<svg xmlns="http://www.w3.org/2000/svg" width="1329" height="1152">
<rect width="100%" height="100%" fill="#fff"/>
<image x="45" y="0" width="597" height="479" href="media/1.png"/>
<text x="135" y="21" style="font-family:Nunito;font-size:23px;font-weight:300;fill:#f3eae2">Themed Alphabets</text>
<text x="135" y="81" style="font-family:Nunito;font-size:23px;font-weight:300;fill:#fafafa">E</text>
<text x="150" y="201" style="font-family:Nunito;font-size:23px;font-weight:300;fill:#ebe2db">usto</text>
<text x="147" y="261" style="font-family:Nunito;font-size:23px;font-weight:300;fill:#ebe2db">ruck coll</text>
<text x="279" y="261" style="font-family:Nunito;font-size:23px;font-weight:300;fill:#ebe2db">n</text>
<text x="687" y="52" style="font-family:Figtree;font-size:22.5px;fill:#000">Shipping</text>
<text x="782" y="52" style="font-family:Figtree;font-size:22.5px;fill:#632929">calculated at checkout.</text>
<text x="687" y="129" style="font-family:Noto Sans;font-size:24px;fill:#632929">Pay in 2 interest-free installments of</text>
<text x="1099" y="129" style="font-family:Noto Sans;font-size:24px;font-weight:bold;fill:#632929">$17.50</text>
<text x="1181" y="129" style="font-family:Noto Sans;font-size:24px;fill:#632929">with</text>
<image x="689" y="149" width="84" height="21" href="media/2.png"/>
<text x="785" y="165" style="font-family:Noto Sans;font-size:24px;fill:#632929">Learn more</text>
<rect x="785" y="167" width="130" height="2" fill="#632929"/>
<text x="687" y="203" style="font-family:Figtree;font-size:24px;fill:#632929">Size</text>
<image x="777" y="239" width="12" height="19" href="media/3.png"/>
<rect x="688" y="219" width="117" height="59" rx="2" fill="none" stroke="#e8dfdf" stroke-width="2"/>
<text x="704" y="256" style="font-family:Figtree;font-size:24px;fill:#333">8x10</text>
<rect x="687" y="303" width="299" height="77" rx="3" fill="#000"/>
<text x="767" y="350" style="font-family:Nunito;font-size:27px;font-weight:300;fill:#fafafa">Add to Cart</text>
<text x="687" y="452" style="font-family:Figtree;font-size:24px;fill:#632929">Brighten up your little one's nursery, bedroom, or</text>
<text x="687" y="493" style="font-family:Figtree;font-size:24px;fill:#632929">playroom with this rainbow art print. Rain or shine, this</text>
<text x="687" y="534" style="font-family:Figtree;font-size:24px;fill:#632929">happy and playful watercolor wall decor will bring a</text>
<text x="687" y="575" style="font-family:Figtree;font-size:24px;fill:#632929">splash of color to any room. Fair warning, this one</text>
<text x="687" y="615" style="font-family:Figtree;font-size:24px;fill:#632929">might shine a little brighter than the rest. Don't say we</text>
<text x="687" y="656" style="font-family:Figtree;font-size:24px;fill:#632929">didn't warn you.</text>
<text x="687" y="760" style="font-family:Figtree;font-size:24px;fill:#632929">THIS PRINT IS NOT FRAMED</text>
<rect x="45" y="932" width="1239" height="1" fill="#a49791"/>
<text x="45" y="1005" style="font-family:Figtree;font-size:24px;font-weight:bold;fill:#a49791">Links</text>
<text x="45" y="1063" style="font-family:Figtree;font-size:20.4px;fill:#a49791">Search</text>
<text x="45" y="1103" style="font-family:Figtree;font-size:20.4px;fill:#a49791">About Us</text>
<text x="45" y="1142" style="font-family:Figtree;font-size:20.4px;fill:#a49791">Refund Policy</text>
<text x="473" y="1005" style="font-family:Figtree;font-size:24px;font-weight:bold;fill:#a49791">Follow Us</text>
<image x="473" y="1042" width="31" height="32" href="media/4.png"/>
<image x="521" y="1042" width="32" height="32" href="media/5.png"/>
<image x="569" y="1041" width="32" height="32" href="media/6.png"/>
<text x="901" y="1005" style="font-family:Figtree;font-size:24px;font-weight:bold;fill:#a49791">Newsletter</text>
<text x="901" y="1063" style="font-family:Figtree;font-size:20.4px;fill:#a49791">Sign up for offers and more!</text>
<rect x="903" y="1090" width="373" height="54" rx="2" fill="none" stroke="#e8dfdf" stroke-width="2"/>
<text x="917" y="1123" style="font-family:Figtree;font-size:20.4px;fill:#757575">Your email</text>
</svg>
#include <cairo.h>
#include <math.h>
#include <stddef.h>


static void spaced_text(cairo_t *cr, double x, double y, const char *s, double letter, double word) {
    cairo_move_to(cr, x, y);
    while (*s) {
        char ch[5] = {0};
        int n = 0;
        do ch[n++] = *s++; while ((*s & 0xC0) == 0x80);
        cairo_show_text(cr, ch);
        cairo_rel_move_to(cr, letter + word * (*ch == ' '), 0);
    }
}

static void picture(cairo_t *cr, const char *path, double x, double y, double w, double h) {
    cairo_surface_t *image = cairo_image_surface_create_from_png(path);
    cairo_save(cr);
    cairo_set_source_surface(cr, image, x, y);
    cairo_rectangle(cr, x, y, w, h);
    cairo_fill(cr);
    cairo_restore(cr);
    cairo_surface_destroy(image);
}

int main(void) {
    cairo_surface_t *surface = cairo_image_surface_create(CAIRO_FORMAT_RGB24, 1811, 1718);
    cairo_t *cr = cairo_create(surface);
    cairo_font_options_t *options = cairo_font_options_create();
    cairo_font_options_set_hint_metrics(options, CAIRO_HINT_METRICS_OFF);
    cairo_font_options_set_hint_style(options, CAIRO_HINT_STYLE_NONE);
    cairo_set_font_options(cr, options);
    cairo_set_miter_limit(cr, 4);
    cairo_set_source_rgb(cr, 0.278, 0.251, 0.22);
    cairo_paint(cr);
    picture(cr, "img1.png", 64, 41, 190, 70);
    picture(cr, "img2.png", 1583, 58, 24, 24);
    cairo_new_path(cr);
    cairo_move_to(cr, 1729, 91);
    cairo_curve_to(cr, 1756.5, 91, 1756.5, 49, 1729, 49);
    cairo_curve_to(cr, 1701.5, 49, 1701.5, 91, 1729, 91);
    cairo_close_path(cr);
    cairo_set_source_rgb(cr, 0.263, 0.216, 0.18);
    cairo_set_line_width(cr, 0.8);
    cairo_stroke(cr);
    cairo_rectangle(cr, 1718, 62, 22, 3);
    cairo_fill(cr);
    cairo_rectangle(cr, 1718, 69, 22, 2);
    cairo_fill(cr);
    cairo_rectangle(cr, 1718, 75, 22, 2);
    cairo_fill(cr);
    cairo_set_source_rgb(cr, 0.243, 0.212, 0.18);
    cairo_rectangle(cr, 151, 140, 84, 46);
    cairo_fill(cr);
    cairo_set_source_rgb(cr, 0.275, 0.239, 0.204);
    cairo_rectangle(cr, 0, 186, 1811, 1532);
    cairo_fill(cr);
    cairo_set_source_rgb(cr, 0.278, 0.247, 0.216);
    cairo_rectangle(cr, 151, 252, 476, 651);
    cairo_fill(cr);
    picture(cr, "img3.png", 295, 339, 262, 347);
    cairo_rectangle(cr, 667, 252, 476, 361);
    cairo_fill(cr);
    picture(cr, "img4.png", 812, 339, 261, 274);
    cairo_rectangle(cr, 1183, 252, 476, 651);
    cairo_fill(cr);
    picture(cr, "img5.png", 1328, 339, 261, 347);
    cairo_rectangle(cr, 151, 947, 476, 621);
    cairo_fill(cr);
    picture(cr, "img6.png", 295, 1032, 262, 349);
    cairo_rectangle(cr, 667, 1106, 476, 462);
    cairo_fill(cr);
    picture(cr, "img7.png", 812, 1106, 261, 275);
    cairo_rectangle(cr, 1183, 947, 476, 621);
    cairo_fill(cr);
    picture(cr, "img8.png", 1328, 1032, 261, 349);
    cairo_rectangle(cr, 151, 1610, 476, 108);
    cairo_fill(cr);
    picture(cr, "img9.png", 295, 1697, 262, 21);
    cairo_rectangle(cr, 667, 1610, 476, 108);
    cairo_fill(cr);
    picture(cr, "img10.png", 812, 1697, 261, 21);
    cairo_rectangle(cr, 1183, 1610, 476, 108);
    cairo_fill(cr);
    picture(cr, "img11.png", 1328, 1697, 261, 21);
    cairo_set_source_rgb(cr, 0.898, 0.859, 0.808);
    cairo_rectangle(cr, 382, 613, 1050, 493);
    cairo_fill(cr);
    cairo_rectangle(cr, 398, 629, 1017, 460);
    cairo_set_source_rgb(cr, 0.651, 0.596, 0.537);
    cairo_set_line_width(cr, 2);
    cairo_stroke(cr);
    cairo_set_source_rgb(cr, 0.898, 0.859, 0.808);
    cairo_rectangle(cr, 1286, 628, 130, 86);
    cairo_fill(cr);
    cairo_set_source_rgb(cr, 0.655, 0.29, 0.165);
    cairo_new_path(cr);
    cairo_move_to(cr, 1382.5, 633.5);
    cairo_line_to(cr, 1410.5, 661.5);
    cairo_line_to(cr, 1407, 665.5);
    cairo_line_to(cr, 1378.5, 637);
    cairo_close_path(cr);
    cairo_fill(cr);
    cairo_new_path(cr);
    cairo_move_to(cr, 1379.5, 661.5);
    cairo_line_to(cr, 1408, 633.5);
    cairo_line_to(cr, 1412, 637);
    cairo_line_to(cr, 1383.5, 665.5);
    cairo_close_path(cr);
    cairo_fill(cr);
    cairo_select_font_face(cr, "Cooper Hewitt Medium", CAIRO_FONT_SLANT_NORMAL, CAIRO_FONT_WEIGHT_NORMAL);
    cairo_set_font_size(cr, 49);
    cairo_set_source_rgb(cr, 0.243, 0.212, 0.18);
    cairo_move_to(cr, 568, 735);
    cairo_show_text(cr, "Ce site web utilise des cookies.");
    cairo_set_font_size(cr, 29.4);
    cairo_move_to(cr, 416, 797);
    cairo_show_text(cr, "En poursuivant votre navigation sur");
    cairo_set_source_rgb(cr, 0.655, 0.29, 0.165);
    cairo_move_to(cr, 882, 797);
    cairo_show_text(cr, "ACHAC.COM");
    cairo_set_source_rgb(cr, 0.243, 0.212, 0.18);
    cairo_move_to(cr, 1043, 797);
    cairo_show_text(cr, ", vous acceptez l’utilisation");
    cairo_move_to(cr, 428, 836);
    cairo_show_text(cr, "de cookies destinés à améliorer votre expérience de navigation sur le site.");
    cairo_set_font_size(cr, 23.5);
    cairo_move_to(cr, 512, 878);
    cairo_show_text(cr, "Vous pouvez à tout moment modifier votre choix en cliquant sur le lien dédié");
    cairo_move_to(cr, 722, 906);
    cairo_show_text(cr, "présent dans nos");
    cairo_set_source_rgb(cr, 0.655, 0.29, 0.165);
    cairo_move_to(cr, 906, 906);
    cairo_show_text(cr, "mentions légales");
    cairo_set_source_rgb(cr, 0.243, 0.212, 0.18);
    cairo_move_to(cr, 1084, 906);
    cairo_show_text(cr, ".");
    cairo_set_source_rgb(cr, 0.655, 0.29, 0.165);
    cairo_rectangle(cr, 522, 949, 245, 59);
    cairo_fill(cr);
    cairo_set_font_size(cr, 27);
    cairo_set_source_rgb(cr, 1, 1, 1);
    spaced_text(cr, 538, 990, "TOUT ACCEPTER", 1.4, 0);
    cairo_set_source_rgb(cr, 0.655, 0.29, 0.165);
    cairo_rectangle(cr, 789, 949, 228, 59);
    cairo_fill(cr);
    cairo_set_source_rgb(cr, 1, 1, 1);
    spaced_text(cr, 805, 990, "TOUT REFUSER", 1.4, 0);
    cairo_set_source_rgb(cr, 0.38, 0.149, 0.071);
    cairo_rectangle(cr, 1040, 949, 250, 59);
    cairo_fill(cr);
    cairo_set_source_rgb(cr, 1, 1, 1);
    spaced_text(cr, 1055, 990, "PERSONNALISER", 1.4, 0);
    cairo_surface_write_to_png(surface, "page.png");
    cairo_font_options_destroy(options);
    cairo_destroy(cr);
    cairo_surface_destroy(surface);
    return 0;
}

■ DESCRIPTION OF THE TASK:
In the data above, find each line where the string "double" appears, then copy it.

■ RESULT:
static void spaced_text(cairo_t *cr, double x, double y, const char *s, double letter, double word) {
static void picture(cairo_t *cr, const char *path, double x, double y, double w, double h) {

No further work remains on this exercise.